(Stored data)
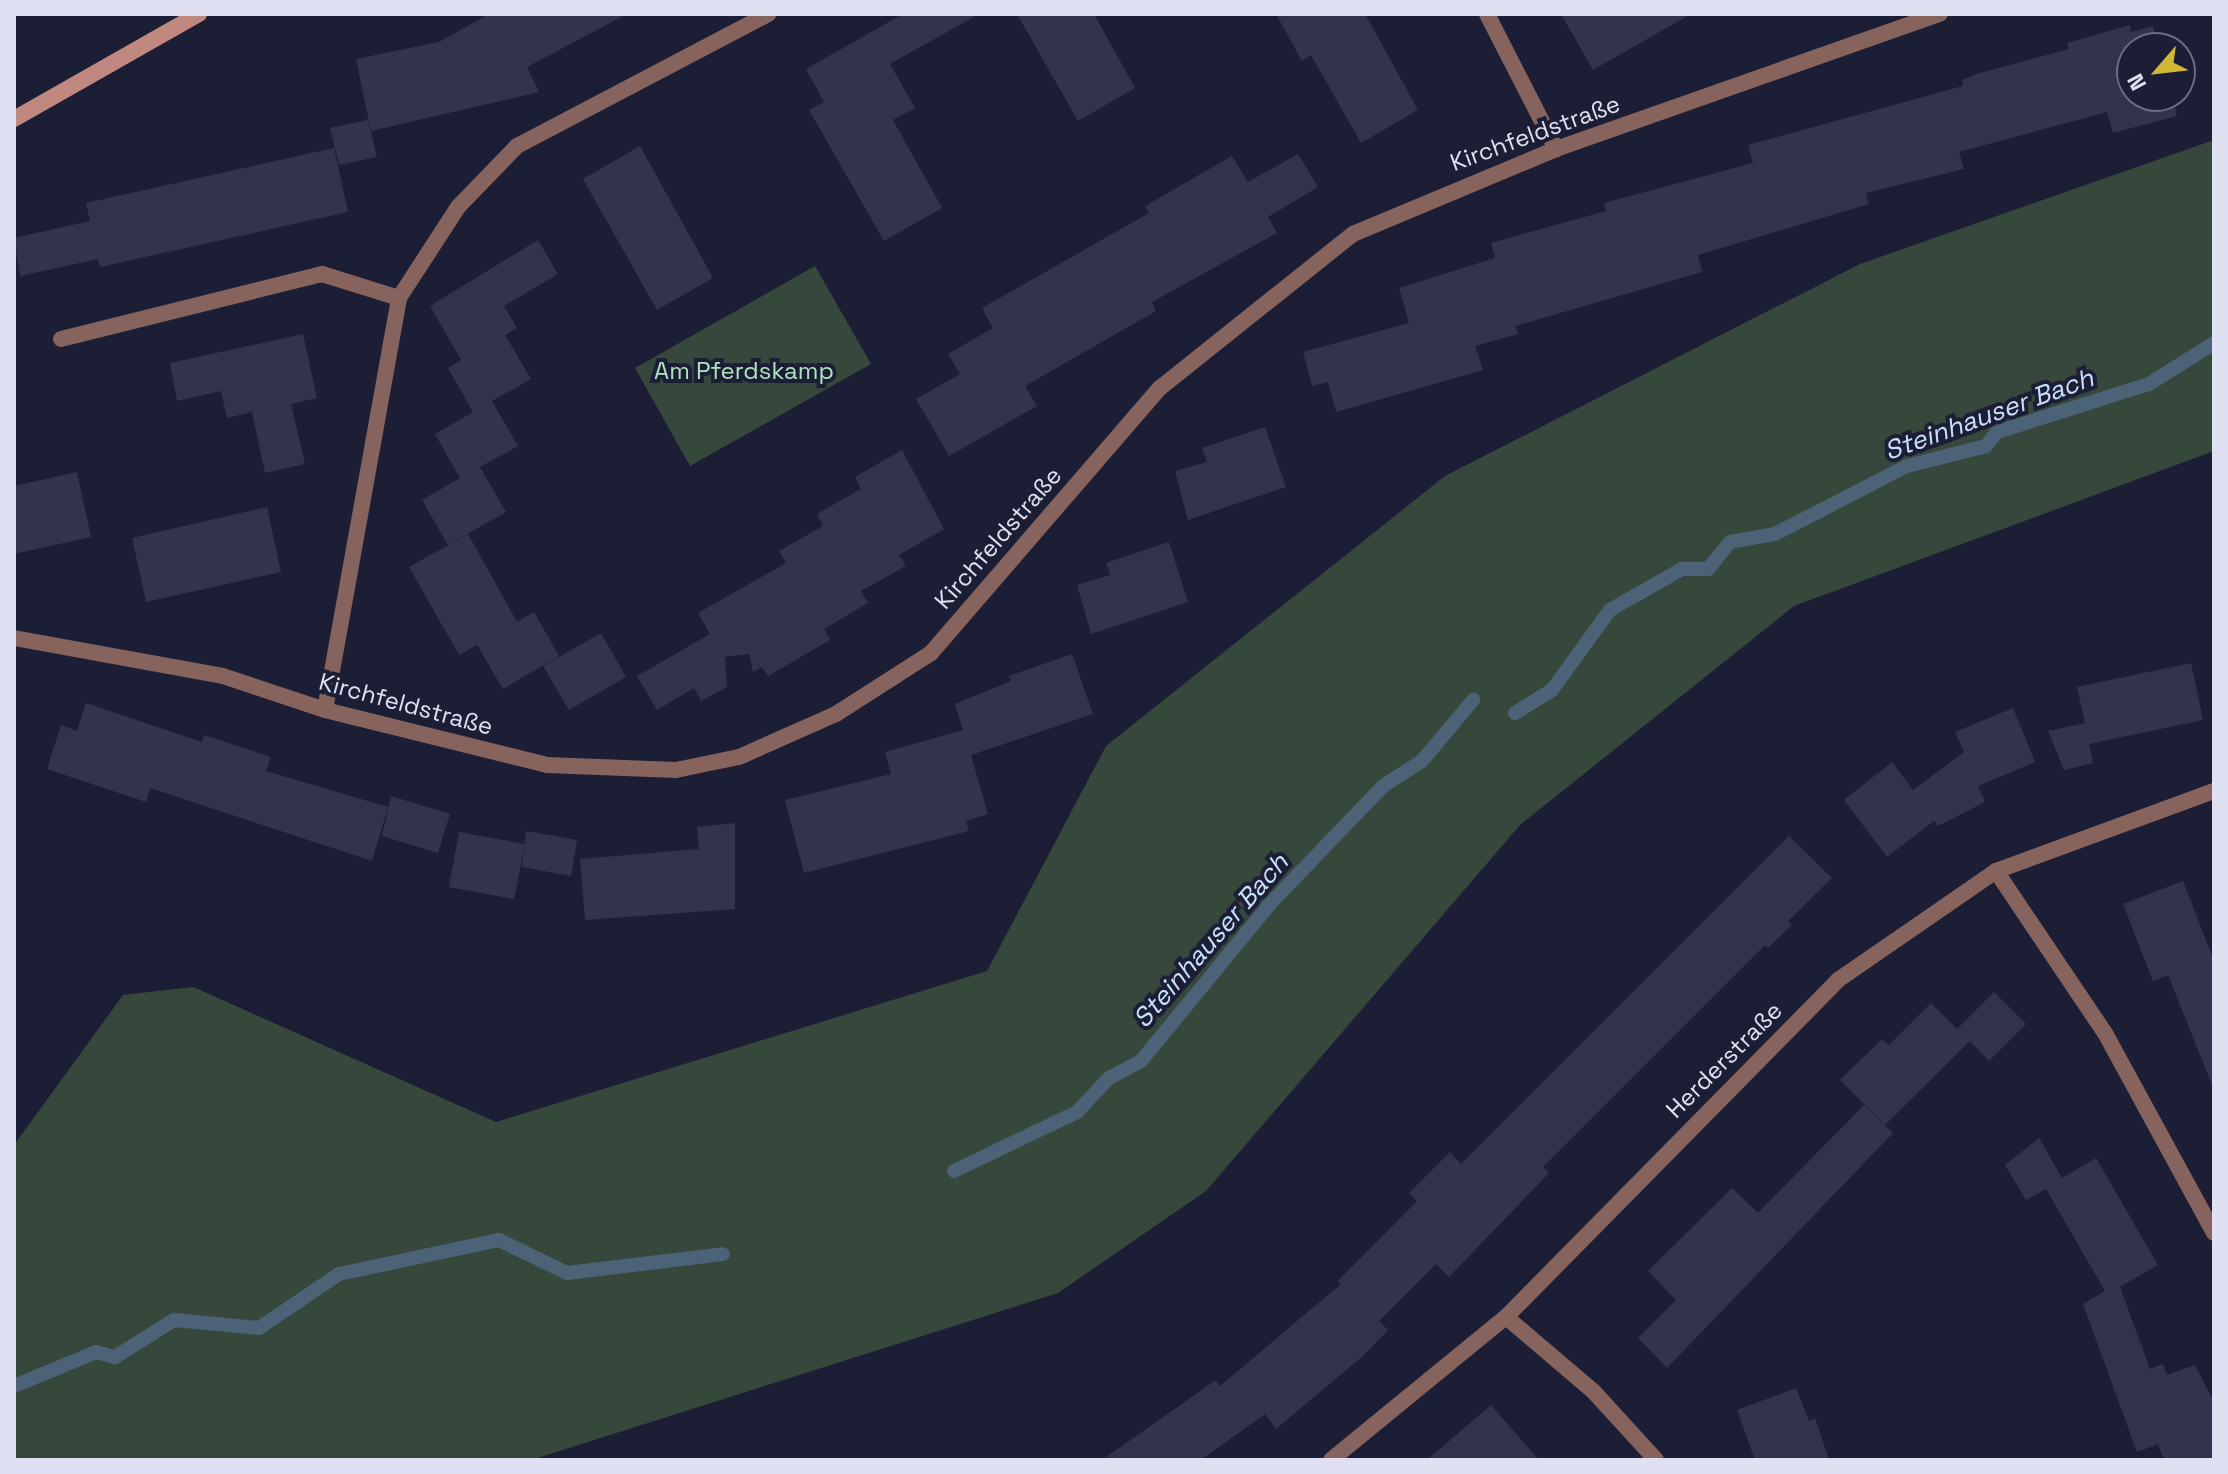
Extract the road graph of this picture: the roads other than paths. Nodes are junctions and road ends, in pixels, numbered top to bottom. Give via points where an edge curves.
1 (199, 14) edge
2 (768, 14) edge
3 (1487, 14) edge
4 (1940, 14) edge
5 (14, 119) edge
6 (1556, 149) junction
7 (399, 298) junction
8 (61, 339) dead end
9 (14, 638) edge
10 (325, 710) junction
11 (2214, 791) edge
12 (1996, 871) junction
13 (2214, 1233) edge
14 (1506, 1317) junction
15 (1331, 1460) edge
16 (1656, 1460) edge

1 - 5 main road
2 - 7 street via 517,146 458,207
3 - 6 street
4 - 6 street, Kirchfeldstraße
6 - 10 street, Kirchfeldstraße via 1353,234 1160,388 931,653 836,714 739,757 676,770 547,765
7 - 8 street via 322,274
7 - 10 street
9 - 10 street, Kirchfeldstraße via 223,676
11 - 12 street, Herderstraße
12 - 13 street via 2105,1033
12 - 14 street, Herderstraße via 1838,980
14 - 15 street, Herderstraße
14 - 16 street via 1594,1392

WHAT THIS TASK INVOLVES: All entries must be output exactly as they stand, and every picture must be left out.

EXPECTED ANSWER:
Extract the road graph of this picture: the roads other than paths. Nodes are junctions and road ends, in pixels, numbered top to bottom. Give via points where an edge curves.
1 (199, 14) edge
2 (768, 14) edge
3 (1487, 14) edge
4 (1940, 14) edge
5 (14, 119) edge
6 (1556, 149) junction
7 (399, 298) junction
8 (61, 339) dead end
9 (14, 638) edge
10 (325, 710) junction
11 (2214, 791) edge
12 (1996, 871) junction
13 (2214, 1233) edge
14 (1506, 1317) junction
15 (1331, 1460) edge
16 (1656, 1460) edge

1 - 5 main road
2 - 7 street via 517,146 458,207
3 - 6 street
4 - 6 street, Kirchfeldstraße
6 - 10 street, Kirchfeldstraße via 1353,234 1160,388 931,653 836,714 739,757 676,770 547,765
7 - 8 street via 322,274
7 - 10 street
9 - 10 street, Kirchfeldstraße via 223,676
11 - 12 street, Herderstraße
12 - 13 street via 2105,1033
12 - 14 street, Herderstraße via 1838,980
14 - 15 street, Herderstraße
14 - 16 street via 1594,1392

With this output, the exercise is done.